Identifying Sea Celery (Apium Prostratum)
Take great care when identifying wild plants and fungi, this blog is not a resource to be taken by itself and further resources will be linked. Consult other sources and double check. While foraging is an extremely rewarding and useful skill, numerous common plants and fungi can make you sick or kill you. Be absolutely sure of what you’re eating and, when gathering, ensure you leave enough not only to ensure the survival and growth of the species but also enough for others to enjoy, from the human and more-than-human communities. Also cultivate an awareness of contamination and pollution – wastewater runoff, spraying, exhaust fumes – as this should affect your decision to harvest.
The Plant
Apium prostratum is a native edible Apiaceae species found primarily on the sea shores of Aotearoa, New Zealand.
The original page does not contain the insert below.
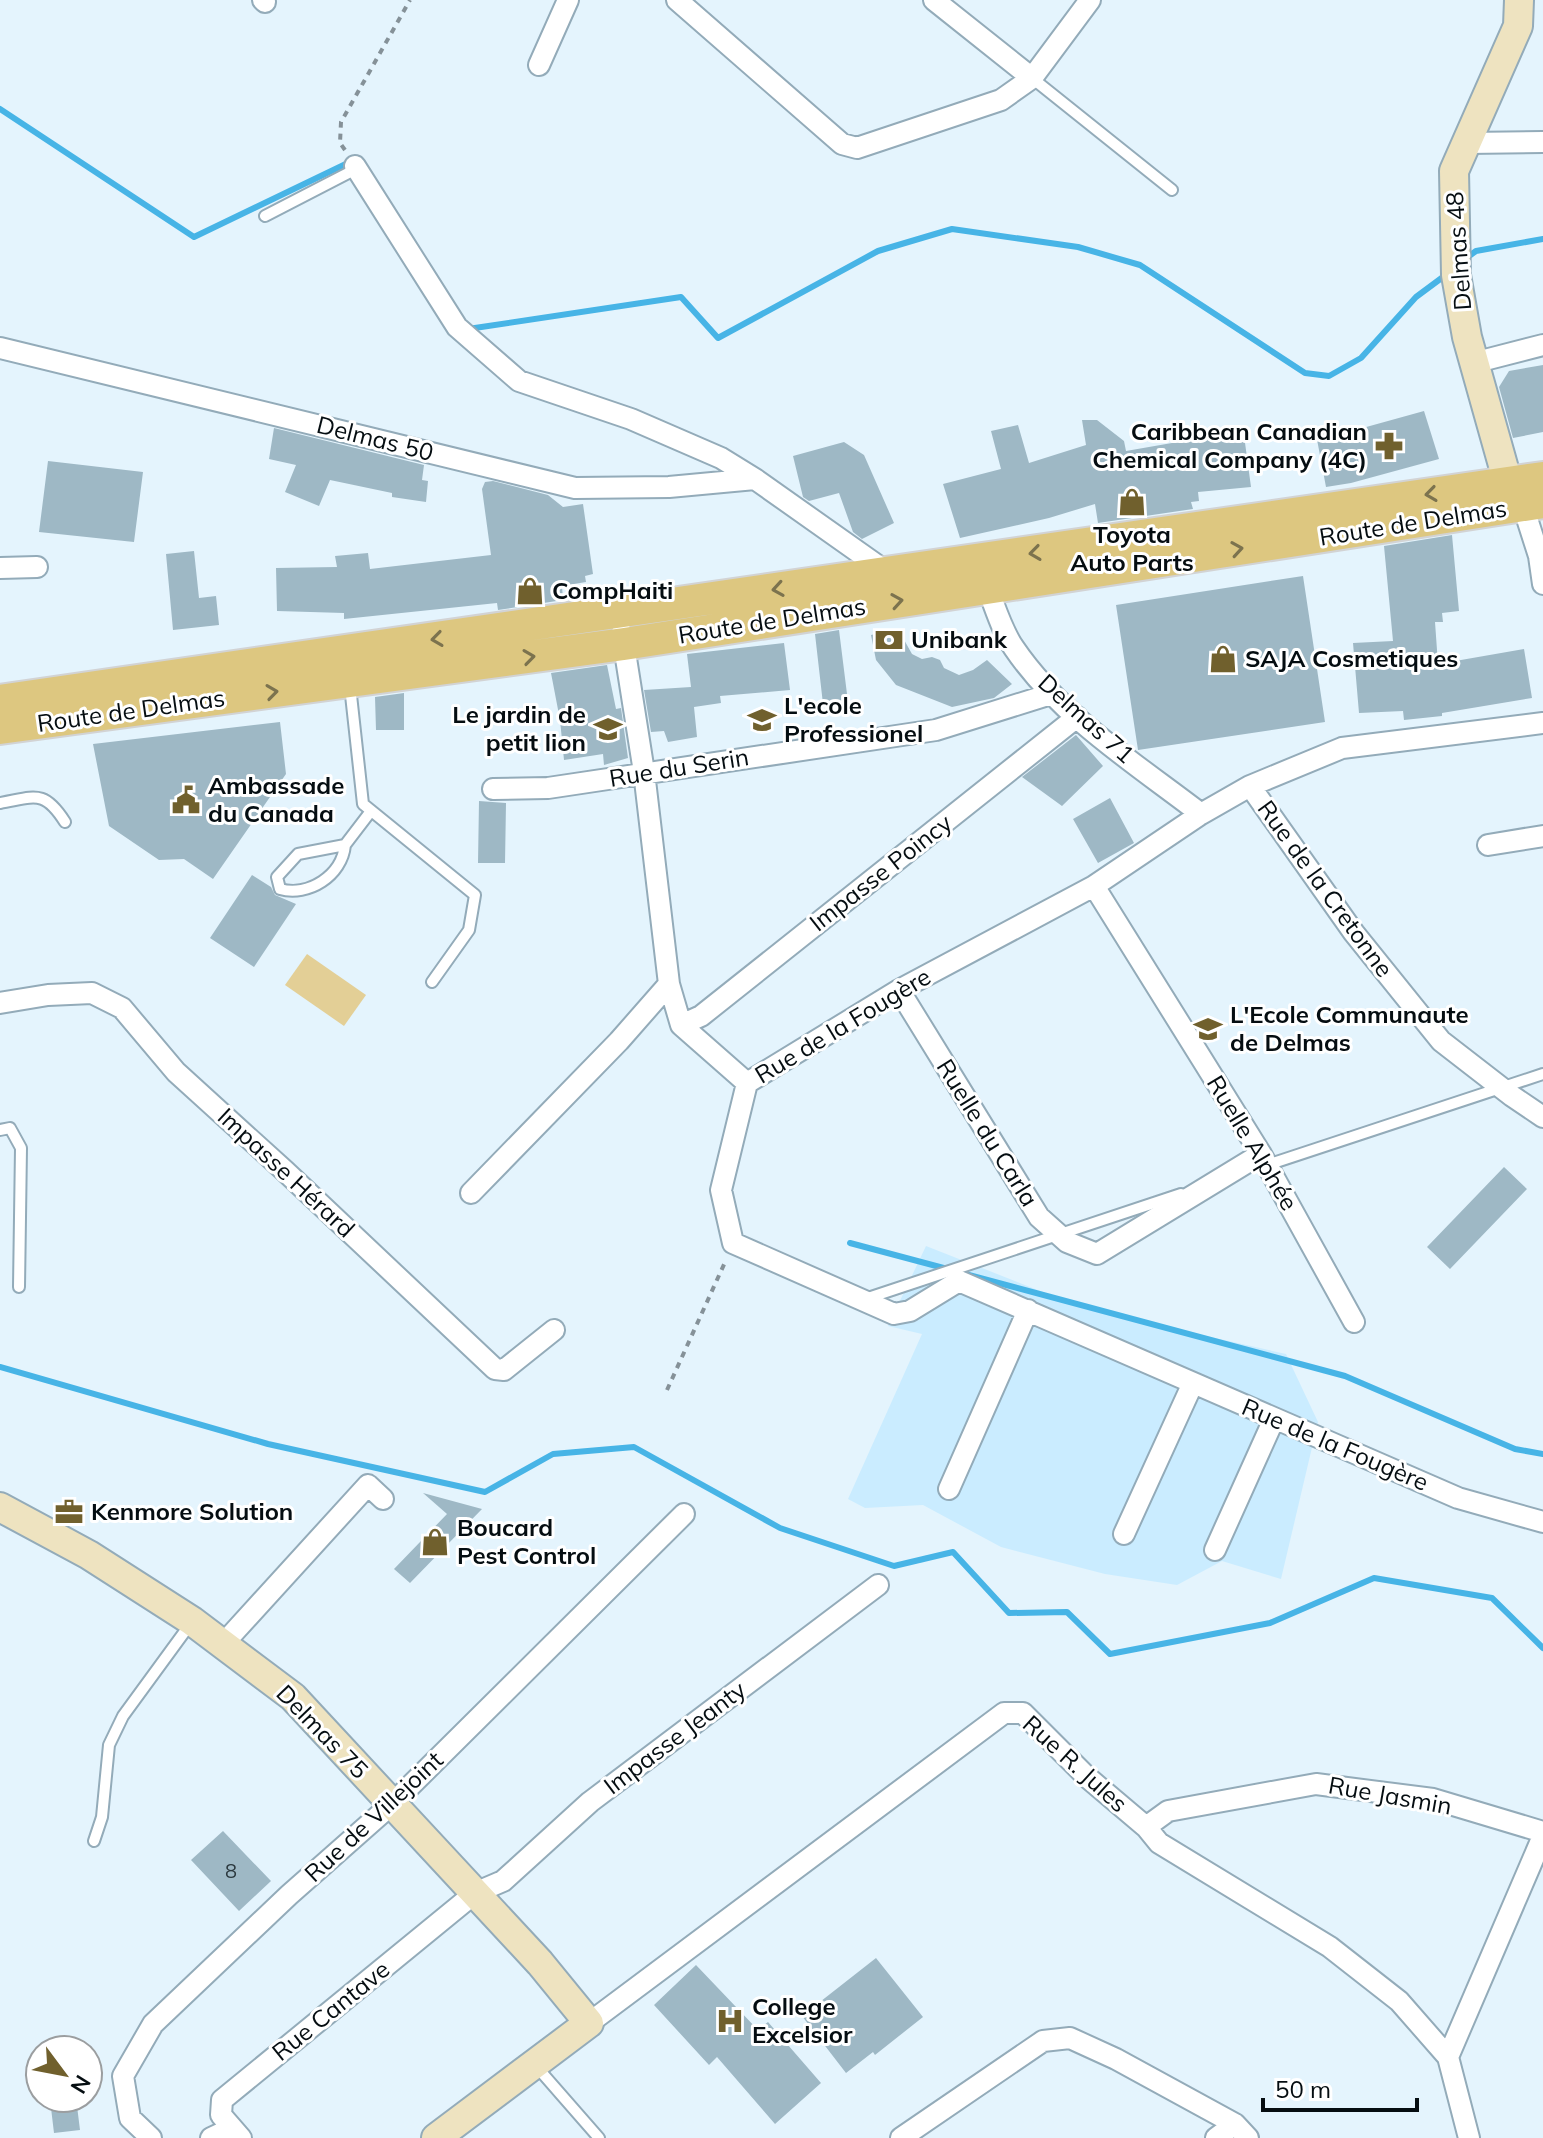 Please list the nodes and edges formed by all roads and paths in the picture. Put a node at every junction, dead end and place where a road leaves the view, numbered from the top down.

The name directly translates to prostrate celery/parsley and refers to the fact that this small celery is more sprawling and shorter than it’s domesticated relatives.
Description
Sea celery is a perennial and looks similar to celery or parsley but thicker and waxier. The leaves are a vibrant medium green, are toothed, and two will grow off of opposite sides of the stem. The stem is light green to purple and is crisp like celery. The sea celery I’ve found grows in tight clumps up to 50cm along and 40cm high and smell distinctly of parsley/celery when crushed. It produces white/cream umbel flowers in spring and summer.
Ecology
I have personally found Apium prostratum growing around small pebble headlands and on very exposed and windy sea shores, though it can also be found around muddy marshes, lakes, and riversides. Sea celery is available for harvesting all year round.
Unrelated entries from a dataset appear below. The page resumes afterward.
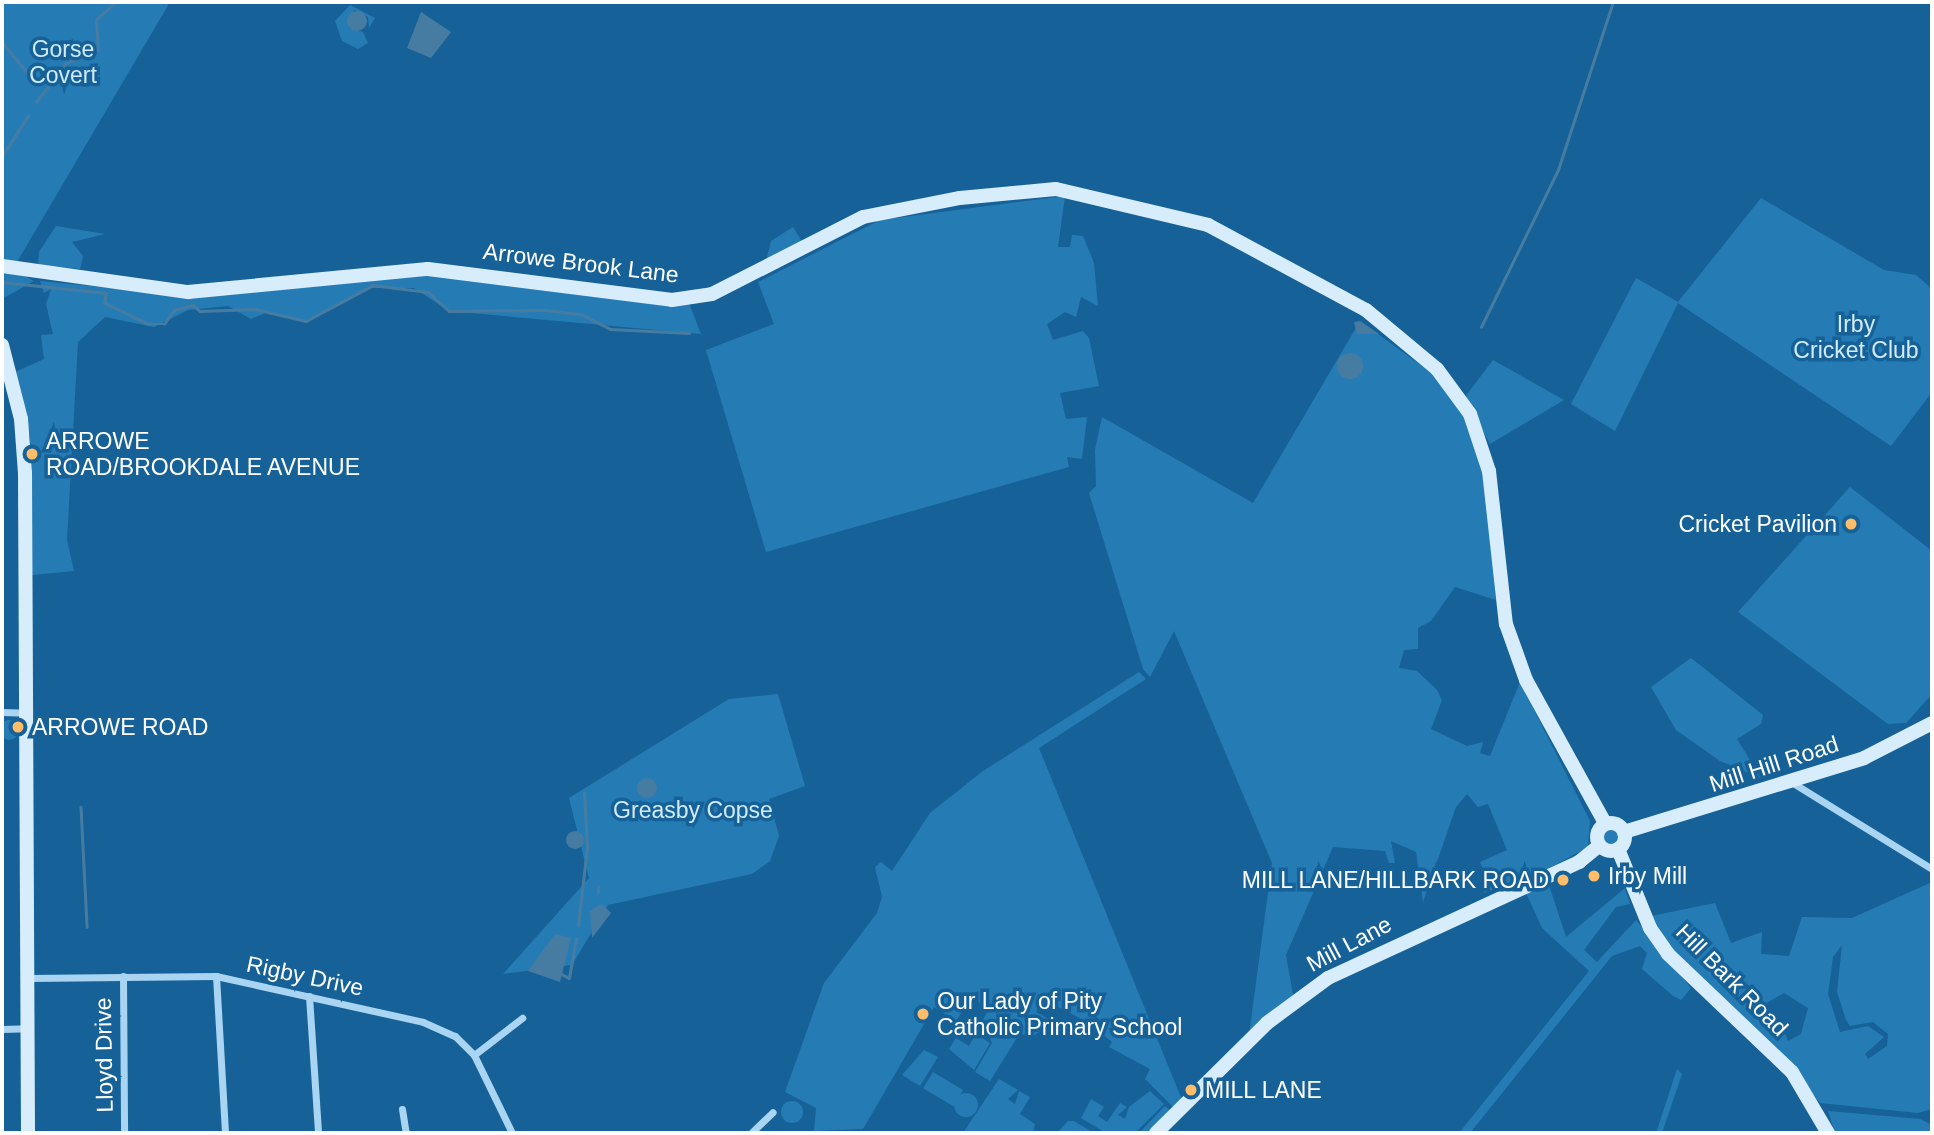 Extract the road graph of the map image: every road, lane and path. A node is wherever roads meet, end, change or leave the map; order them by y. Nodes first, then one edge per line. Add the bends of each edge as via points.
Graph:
1 (2, 266) edge
2 (2, 345) edge
3 (6, 365) edge
4 (2, 712) edge
5 (26, 713) junction
6 (1932, 723) edge
7 (1793, 783) junction
8 (1605, 823) junction
9 (1624, 832) junction
10 (1599, 845) junction
11 (1618, 849) junction
12 (1932, 869) edge
13 (122, 976) junction
14 (216, 976) junction
15 (29, 978) junction
16 (309, 996) junction
17 (522, 1018) dead end
18 (28, 1028) junction
19 (2, 1029) edge
20 (474, 1055) junction
21 (402, 1109) dead end
22 (773, 1112) dead end
23 (28, 1133) edge
24 (124, 1133) edge
25 (226, 1133) edge
26 (317, 1133) edge
27 (406, 1133) edge
28 (512, 1133) edge
29 (751, 1133) edge
30 (1156, 1133) edge
31 (1828, 1133) edge

1 - 8 street, Arrowe Brook Lane via 188,292 428,269 673,300 712,294 863,217 960,198 1056,189 1208,226 1366,310 1437,369 1470,414 1489,471 1506,624 1526,680
2 - 3 street
3 - 5 street via 25,473
4 - 5 street
5 - 15 street
6 - 7 street, Mill Hill Road via 1864,758
7 - 9 street, Mill Hill Road
7 - 12 street
8 - 9 street
8 - 10 street via 1597,833
9 - 11 street
10 - 11 street
10 - 30 street, Mill Lane via 1579,862 1328,978 1267,1023
11 - 31 street, Hill Bark Road via 1650,928 1668,954 1792,1072
13 - 14 street, Rigby Drive
13 - 15 street, Rigby Drive
13 - 24 street, Lloyd Drive
14 - 16 street, Rigby Drive
14 - 25 street
15 - 18 street
16 - 20 street, Rigby Drive via 423,1022 455,1036
16 - 26 street
17 - 20 street
18 - 19 street
18 - 23 street
20 - 28 street, Rigby Drive
21 - 27 street
22 - 29 street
Nutritional/Medicinal Information
The Apium species have wonderful antioxidant properties and are high in polyphenols which help neutralise and remove free radicals. Celery has been shown to be anti-inflammatory which can aid in healing bronchitis, psoriasis, high blood pressure, and tumours. Celery is a great source of low calorie dietary fibre which help digestion and bowel health.
Possible Lookalikes
Sea celery is in the same family as poisonous hemlock. It does look considerably different but it may be worth familiarising yourself with hemlock before foraging any other Apiaceae plants. Hemlock is generally much taller, has fern-like leaves, and smells terrible when crushed.
Interesting Facts
The Māori name for sea celery is tūtae kōau and was an important wild vegetable in their diet.
The British coloniser Captain Cook harvested this in bulk and fed it to his crew to protect them from developing scurvy (most unfortunate that he found Apium prostratum in my opinion).
Storing & Cooking
Sea celery is best harvested fresh and stored in a container in the fridge for around 3 days. You could also dry the leaves to turn into a spice or celery salt or freeze the whole stems to add to soups or sauces.
Apium prostratum is a wonderful alternative to regular celery or parsley and is wonderful in soups, stirfries, roasts, salads, and juices. Sea celery does have a salty sea taste to it so you may want to reduce any added salt to a recipe. Enjoy my fellow foragers!